The two leading teams after six rounds, Russia and Ukraine, faced Poland and China on the top two tables. The Polish team managed to halt the Russians to a 2–2 tie. Valentina Gunina scored once again for Russia by beating Jolanta Zawadzka with the Black pieces in a game in which her opponent was standing well but made several blunders from moves 31-35 and resigned after the move 36, because the Russian spotted a nice attacking combination with a thematic queen sacrifice that would have left her with a rook and a pawn up. On the other hand, Karina Szczepkowska-Horowska levelled the result by beating the Russian champion Aleksandra Goryachkina also with the Black pieces after Goryachkina forced exchange of queens that put her in a passive position and allowed Szczepkowska-Horowska take full control of the two central files with the rooks. The Polish win did even have a chance to clinch a match victory but Alexandra Kosteniuk defended the rook endgame with a pawn down against Monika Soćko on board one. China minimally defeated Ukraine 2½-1½ thanks to the only decisive game in the match, in which Tan Zhongyi beat Natalia Zhukova as White. The game reached a position out of the opening with strong White pawn on d5, which posed problems for Black throughout most of the game. On move 20, Zhukova mistakenly took on e5 with her d-pawn instead of her bishop on g7, allowing Tan's White d-pawn to roll ahead. The only way to get rid of the strong pawn was to sacrifice an exchange but it resulted in a winning endgame for the Chinese (see diagram).

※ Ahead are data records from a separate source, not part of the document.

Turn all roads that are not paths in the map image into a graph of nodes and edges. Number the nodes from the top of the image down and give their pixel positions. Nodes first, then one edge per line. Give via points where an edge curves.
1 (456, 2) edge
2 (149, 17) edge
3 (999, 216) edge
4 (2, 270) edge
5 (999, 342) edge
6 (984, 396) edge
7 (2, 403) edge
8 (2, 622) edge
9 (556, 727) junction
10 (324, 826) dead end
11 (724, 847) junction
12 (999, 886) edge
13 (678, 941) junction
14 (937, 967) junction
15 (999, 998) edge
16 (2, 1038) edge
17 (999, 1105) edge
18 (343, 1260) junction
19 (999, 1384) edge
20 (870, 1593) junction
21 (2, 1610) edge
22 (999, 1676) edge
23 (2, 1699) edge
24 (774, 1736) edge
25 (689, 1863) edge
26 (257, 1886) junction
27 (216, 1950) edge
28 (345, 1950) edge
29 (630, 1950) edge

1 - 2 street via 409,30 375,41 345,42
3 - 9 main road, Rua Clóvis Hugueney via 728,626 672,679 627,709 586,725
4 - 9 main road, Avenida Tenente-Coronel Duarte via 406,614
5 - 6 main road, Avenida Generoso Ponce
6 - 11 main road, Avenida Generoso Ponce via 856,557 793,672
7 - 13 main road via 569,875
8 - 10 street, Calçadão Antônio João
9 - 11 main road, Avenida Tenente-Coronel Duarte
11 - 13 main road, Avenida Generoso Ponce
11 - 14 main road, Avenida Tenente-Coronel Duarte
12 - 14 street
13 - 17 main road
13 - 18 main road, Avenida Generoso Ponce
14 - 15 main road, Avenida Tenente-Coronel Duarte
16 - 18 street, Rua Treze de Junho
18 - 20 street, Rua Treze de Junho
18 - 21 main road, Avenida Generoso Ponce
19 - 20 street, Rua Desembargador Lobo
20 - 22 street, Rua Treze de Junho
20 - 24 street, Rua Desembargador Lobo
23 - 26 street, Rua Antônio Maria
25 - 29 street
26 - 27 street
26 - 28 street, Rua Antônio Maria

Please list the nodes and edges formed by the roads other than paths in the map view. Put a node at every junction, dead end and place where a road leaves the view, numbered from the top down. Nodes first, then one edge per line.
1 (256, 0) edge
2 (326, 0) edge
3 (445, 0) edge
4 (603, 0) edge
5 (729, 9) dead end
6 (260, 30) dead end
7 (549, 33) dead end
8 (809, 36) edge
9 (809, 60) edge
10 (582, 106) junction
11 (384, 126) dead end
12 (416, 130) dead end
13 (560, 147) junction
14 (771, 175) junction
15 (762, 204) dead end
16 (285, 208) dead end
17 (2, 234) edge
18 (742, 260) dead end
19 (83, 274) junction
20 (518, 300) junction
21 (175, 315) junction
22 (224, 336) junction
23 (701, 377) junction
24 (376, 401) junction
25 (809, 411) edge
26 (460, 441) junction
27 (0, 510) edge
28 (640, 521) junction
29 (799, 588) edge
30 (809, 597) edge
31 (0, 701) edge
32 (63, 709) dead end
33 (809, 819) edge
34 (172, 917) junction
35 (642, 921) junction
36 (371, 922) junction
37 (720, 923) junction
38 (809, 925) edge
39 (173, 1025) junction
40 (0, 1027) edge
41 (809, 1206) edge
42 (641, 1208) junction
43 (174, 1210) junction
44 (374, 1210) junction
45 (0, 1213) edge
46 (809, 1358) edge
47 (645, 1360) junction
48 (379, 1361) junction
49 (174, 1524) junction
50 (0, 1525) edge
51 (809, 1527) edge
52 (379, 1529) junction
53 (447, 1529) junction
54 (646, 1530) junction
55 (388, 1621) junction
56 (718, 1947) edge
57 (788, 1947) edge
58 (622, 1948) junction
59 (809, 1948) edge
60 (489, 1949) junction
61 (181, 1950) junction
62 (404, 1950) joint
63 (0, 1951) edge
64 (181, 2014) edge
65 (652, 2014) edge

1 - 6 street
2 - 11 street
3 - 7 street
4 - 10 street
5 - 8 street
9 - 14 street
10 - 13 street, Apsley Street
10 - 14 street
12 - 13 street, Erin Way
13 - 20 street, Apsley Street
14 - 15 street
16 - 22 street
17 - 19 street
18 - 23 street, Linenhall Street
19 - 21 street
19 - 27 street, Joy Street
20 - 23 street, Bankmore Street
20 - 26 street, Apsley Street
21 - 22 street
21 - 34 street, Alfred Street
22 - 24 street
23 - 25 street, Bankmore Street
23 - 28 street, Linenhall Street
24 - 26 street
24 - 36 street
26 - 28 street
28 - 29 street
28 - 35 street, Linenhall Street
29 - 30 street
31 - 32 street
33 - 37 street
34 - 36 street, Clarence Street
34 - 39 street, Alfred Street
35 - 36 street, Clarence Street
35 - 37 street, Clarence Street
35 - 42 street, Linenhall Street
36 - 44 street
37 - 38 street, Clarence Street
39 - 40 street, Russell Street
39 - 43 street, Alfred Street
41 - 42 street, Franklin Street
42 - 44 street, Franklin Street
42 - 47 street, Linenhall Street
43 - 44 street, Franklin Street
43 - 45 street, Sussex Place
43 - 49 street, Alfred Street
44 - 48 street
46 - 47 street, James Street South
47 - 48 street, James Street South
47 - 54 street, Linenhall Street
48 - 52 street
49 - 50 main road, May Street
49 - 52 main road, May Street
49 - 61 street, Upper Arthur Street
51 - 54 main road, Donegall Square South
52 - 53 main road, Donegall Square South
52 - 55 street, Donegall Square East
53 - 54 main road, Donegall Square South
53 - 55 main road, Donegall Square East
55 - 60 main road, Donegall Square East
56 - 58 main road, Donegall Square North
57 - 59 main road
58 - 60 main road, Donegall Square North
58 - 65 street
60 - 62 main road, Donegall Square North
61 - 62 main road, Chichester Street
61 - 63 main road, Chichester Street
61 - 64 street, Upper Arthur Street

United States beat Romania 2½-1½ with the only decisive game being played on the second board, where Nazí Paikidze beat Cristina Adela Foișor with the Black pieces after the Romanian played some imprecise moves that left her with weak pawns on b3 and e3 as well as passive set-up of her pieces, allowing Paikidze to launch a strong attack that could not be defended. After the game, Paikidze said that she had played the best game so far and realised that she had to win the game. Azerbaijan-1 surprised the fifth seeds India with a 2½-1½ victory as a result of the two wins scored by Gunay Mammadzada on the second and Gulnar Mammadova on the third board. The Netherlands upset the fourth seeded Georgia with the same result in a match with one decisive game by Tea Bosboom-Lanchava who beat Bela Khotenashvili on board three to score her fifth win in six games. Germany and Uzbekistan drew with four decisive games, while Turkmenistan surprised Greece with a 3–1 win.

=== Round 8 ===

The eighth round saw Russia and the United States playing on the top table, which ended in favour of the American team who won 2½-1½. The quickest game to end was the one played on the fourth board, where Kateřina Němcová beat Olga Girya in a game that was opened with the French Defence and later reached a critical position in which Girya failed to implement the right plan. However, the Russians evened up the result in the match as Valentina Gunina scored a crushing win over Nazí Paikidze as Black on the second board. On the third board, Natalija Pogonina and Anna Zatonskih seemed to make little progress, despite the fact that Zatonskih had hanging pawns, and the game was drawn. The last game of the match was the one on the top board between Alexandra Kosteniuk and Irina Krush. Krush sacrificed a pawn on move 12, which she later said was not envisioned to be a pawn sacrifice but elimination of her bad pieces, and managed to get an equal compensation with her two knights. As the game reached the time control, Krush claimed a three-fold repetition, which Kosteniuk balked and the arbiters had to move the claim on a side table to confirm that the same position occurred two times and that the game could continue. Kosteniuk sacrificed an exchange in the continuation that left Krush with the winning chances she converted into a full point.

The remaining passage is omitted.